[Collection entries]
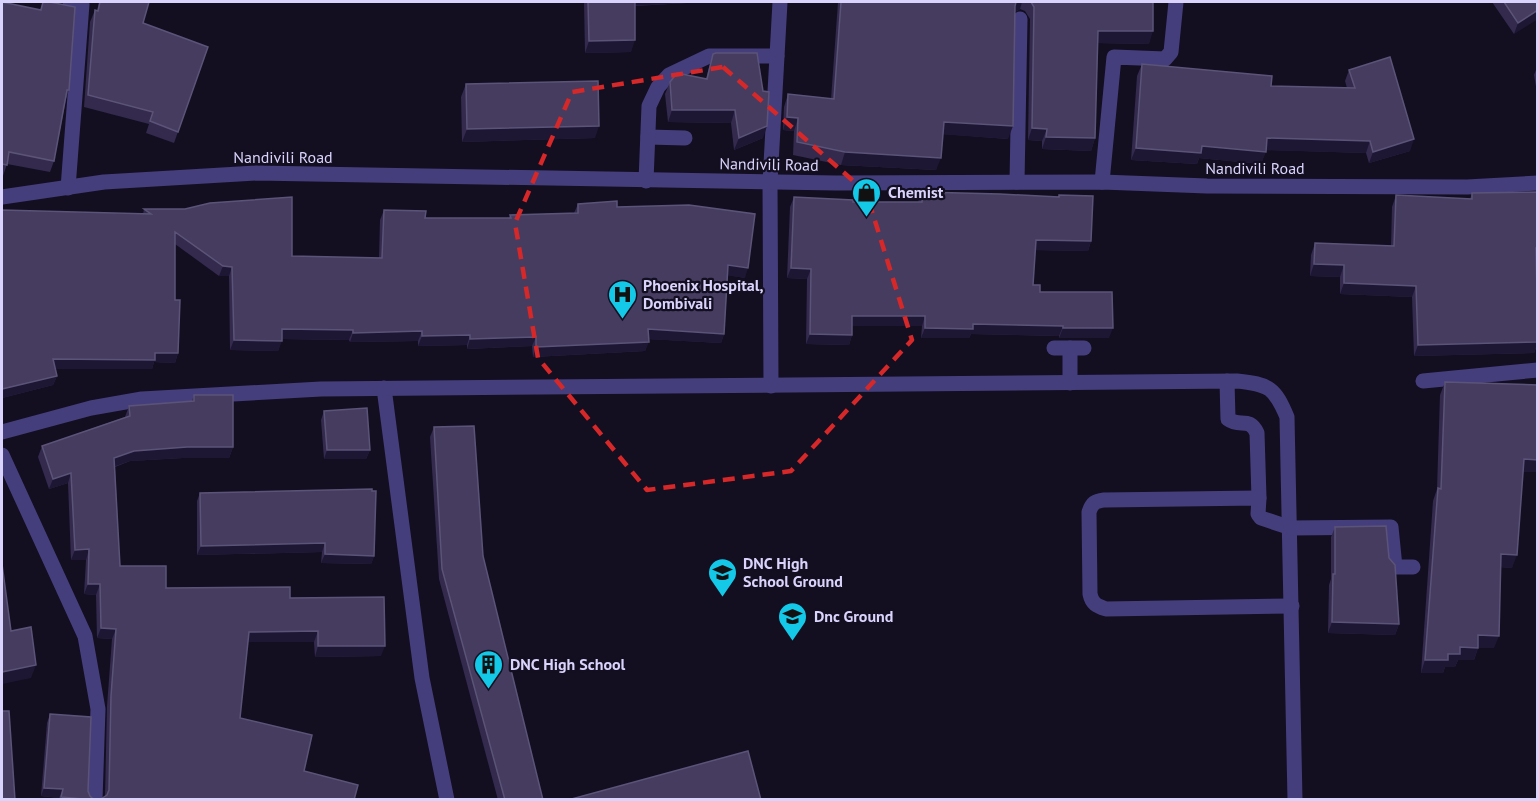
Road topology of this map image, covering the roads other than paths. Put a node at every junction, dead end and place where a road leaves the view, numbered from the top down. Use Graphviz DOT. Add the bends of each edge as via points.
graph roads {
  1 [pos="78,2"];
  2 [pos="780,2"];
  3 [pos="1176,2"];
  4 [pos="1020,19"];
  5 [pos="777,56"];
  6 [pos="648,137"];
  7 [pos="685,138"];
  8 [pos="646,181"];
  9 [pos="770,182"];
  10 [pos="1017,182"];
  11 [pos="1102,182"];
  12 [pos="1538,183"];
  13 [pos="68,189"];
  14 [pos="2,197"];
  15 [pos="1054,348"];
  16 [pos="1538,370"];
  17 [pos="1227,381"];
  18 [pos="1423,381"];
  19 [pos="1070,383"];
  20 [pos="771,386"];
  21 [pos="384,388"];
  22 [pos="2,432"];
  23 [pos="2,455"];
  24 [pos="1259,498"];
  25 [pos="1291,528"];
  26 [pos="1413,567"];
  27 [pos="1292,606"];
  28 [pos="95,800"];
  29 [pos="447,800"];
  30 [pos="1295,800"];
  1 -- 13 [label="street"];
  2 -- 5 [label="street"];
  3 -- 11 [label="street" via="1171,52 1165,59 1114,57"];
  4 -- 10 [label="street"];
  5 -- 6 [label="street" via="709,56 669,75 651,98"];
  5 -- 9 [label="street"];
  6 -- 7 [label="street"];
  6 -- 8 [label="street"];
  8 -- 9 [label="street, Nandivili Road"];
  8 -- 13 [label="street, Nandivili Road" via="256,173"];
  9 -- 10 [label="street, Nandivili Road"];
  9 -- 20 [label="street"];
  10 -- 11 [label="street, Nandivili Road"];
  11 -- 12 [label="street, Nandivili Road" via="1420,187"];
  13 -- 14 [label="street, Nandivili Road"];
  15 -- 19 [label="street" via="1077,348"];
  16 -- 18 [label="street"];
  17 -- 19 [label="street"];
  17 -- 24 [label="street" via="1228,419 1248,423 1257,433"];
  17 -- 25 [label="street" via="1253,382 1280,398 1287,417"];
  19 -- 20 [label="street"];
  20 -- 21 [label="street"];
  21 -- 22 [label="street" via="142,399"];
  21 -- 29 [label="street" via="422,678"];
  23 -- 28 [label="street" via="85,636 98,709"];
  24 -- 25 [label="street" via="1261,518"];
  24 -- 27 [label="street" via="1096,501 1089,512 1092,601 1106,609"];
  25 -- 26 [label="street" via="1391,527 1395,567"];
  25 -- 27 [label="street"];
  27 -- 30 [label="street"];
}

■ **REQUIREMENT**
State the number of lines in the records that hold the string "roads", and add nothing.

■ **EXERCISE RESPONSE**
2